Et c'est ce qu'elle fit : les semaines suivantes, elle lui prépara et l'aida à ingérer tous ses repas, elle le lavait, lui faisait la lecture ; elle faisait seule toutes les courses, gérait toutes les tâches administratives, prenait les rendez-vous, passait les coups de téléphone. Elle accompagna sa prise en charge puis sa réeducation. Elle devint sa soignante, sa thérapeute, son auxiliaire de vie. Elle poursuivit même alors qu'elle dut reprendre son activité professionnelle. Elle était épuisée, et à l'instar des fleurs du jardin, elle semblait s'affaisser, fanée. Le contraste entre son déclin et les progrès de son mari était saisissant. On lui conseilla de se faire aider, il était du métier de certains de s'occuper des tâches qu'elle s'imposait. Cependant, frileuse de confier son ami de toujours aux mains d'inconnus, elle refusait à chaque fois.

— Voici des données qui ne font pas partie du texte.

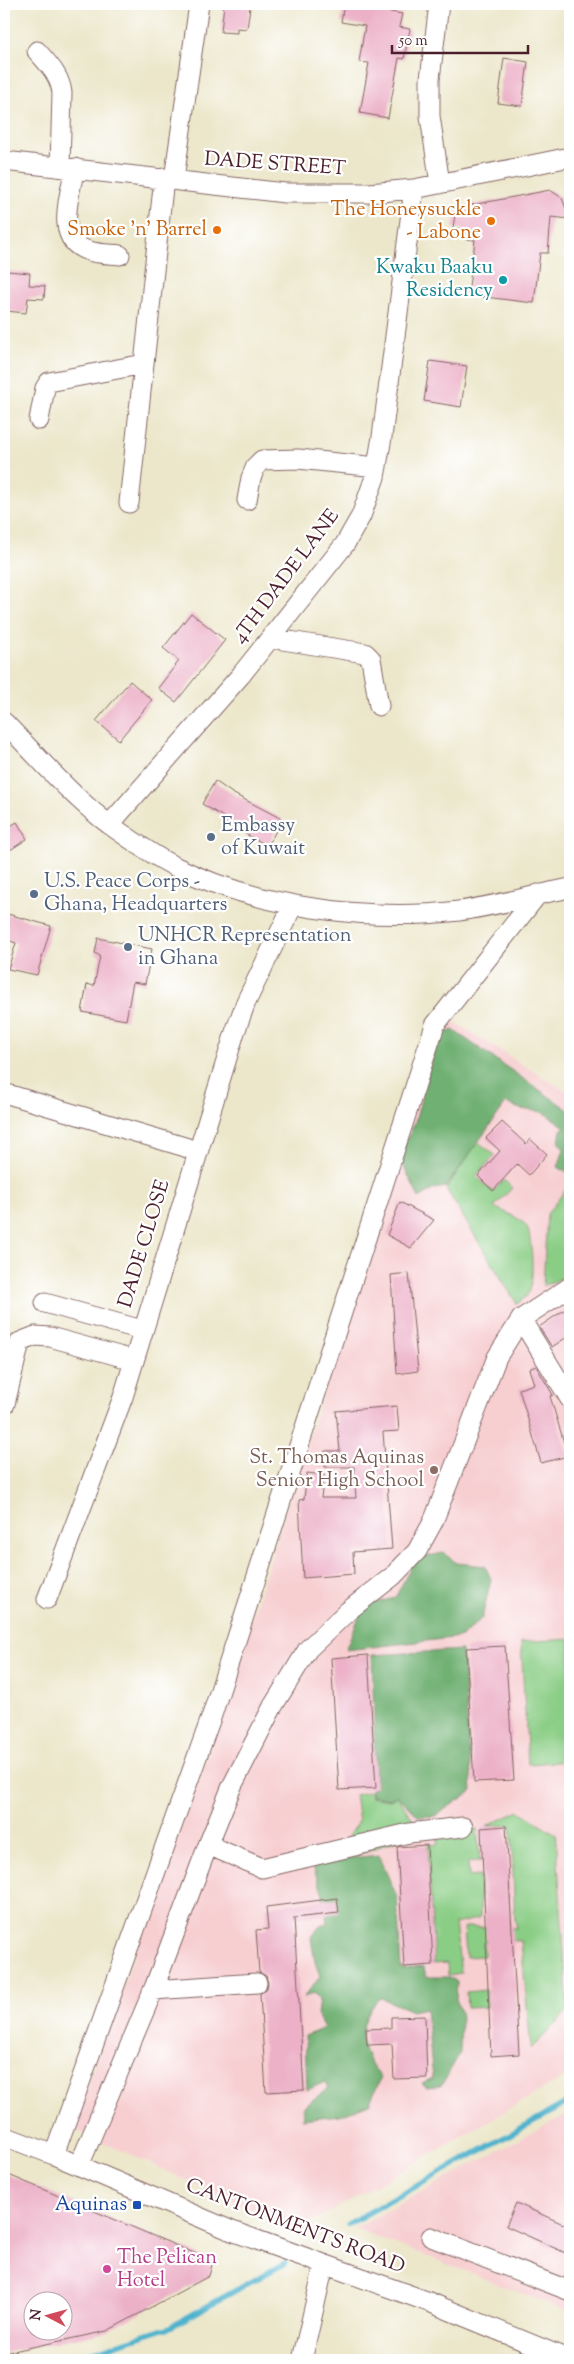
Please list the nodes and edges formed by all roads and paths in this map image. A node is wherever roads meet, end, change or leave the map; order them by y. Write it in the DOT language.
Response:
graph roads {
  1 [pos="199,4"];
  2 [pos="439,4"];
  3 [pos="37,51"];
  4 [pos="570,157"];
  5 [pos="4,161"];
  6 [pos="67,168"];
  7 [pos="169,178"];
  8 [pos="440,184"];
  9 [pos="414,189"];
  10 [pos="120,255"];
  11 [pos="144,364"];
  12 [pos="38,420"];
  13 [pos="377,467"];
  14 [pos="247,500"];
  15 [pos="129,503"];
  16 [pos="270,638"];
  17 [pos="379,706"];
  18 [pos="4,722"];
  19 [pos="110,824"];
  20 [pos="570,888"];
  21 [pos="538,894"];
  22 [pos="292,905"];
  23 [pos="4,1093"];
  24 [pos="196,1152"];
  25 [pos="570,1288"];
  26 [pos="45,1303"];
  27 [pos="521,1319"];
  28 [pos="142,1330"];
  29 [pos="133,1360"];
  30 [pos="570,1399"];
  31 [pos="6,1404"];
  32 [pos="47,1599"];
  33 [pos="463,1826"];
  34 [pos="208,1845"];
  35 [pos="257,1984"];
  36 [pos="153,1990"];
  37 [pos="6,2141"];
  38 [pos="54,2155"];
  39 [pos="79,2166"];
  40 [pos="431,2237"];
  41 [pos="324,2265"];
  42 [pos="570,2291"];
  43 [pos="570,2359"];
  44 [pos="302,2360"];
  1 -- 7 [label="street"];
  2 -- 8 [label="street"];
  3 -- 6 [label="street"];
  4 -- 8 [label="street, DADE STREET"];
  5 -- 6 [label="street, DADE STREET"];
  6 -- 7 [label="street, DADE STREET"];
  6 -- 10 [label="street"];
  7 -- 9 [label="street, DADE STREET"];
  7 -- 11 [label="street"];
  8 -- 9 [label="street, DADE STREET"];
  9 -- 13 [label="street, 4TH DADE LANE"];
  11 -- 12 [label="street"];
  11 -- 15 [label="street"];
  13 -- 14 [label="street"];
  13 -- 16 [label="street, 4TH DADE LANE"];
  16 -- 17 [label="street"];
  16 -- 19 [label="street, 4TH DADE LANE"];
  18 -- 19 [label="street"];
  19 -- 22 [label="street"];
  20 -- 21 [label="street"];
  21 -- 22 [label="street"];
  21 -- 38 [label="street"];
  22 -- 24 [label="street, DADE CLOSE"];
  23 -- 24 [label="street"];
  24 -- 28 [label="street, DADE CLOSE"];
  25 -- 27 [label="street"];
  26 -- 28 [label="street"];
  27 -- 30 [label="street"];
  27 -- 34 [label="street"];
  28 -- 29 [label="street, DADE CLOSE"];
  29 -- 31 [label="street"];
  29 -- 32 [label="street, DADE CLOSE"];
  33 -- 34 [label="street"];
  34 -- 36 [label="street"];
  35 -- 36 [label="street"];
  36 -- 39 [label="street"];
  37 -- 38 [label="street, CANTONMENTS ROAD"];
  38 -- 39 [label="street, CANTONMENTS ROAD"];
  39 -- 41 [label="street, CANTONMENTS ROAD"];
  40 -- 42 [label="street"];
  41 -- 43 [label="street, CANTONMENTS ROAD"];
  41 -- 44 [label="street"];
}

Puis, soudainement, la femme s'absenta de plus en plus. Elle qui était toujours présente à la même heure le soir, rentrait deux ou trois heures plus tard, prétextant tantôt des dossiers en retard, tantôt une circulation dense. Elle qui détestait laisser l'homme seul depuis son accident, bafouillait maintenant mille et une excuses pour quitter la maison lors de ses jours de repos.
"Voilà qu'elle me trompe" pensait l'homme. Cependant, il se résignait à son statut de cocu. Elle l'avait si bien choyé pendant de longs mois, il se doutait que le fardeau avait été lourd à porter pour une si bonne âme. Elle méritait de trouver ailleurs du bon temps que ses membres handicapés ne pouvaient plus lui offrir. Son cœur était broyé, mais il acceptait, et surtout, il pardonnait sa trahison.
Il connut la vérité un soir de décembre. L'homme restait hésitant dans la construction de ses phrases et cherchait encore beaucoup ses mots, mais il n'eut pas besoin de beaucoup de parole lors de l'appel téléphonique qu'il reçut ce soir-là. La femme avait fait un malaise au bureau, et c'est ainsi qu'il apprit le cancer de la femme. Sein, métastases, plus d'espoir ; il captait des mots, mais ne comprenait plus rien.
La femme mourut sept jours plus tard. Amputé cette fois de la meilleure partie de lui-même, l'homme était endeuillé, anéanti, et surtout meurtri. Il n'avait pas pu lui reparler, cette dernière avait passé ses derniers jours dans le coma. Il avait réussi à recueillir des informations par certains collègues ou amis et avait tenté de déduire le reste pour avoir un semblant d'explication à la situation.
La femme avait senti quelques mois auparavant une boule au niveau de son sein. Peu sensibilisée à l'auto-palpation, elle l'avait malheureusement remarqué trop tard. Elle avait bien sûr envisagé la chimiothérapie et planifiait une discussion importante avec son mari le soir même où il était rentré le visage déformé. Ensuite, elle avait refusé toute sorte de traitement. Ces derniers l'auraient trop fatiguée au moment où l'homme avait justement le plus besoin de sa présence et de son énergie. Puis les métastases avaient été révélées lors d'un examen de suivi. La femme avait alors enchaîné les rendez-vous médicaux, d'où ses absences répétées.
Seul, égoïste malgré lui, il sut que malgré la force de ses sentiments pour la femme, il ne pourrait jamais pardonner cette trahison-là.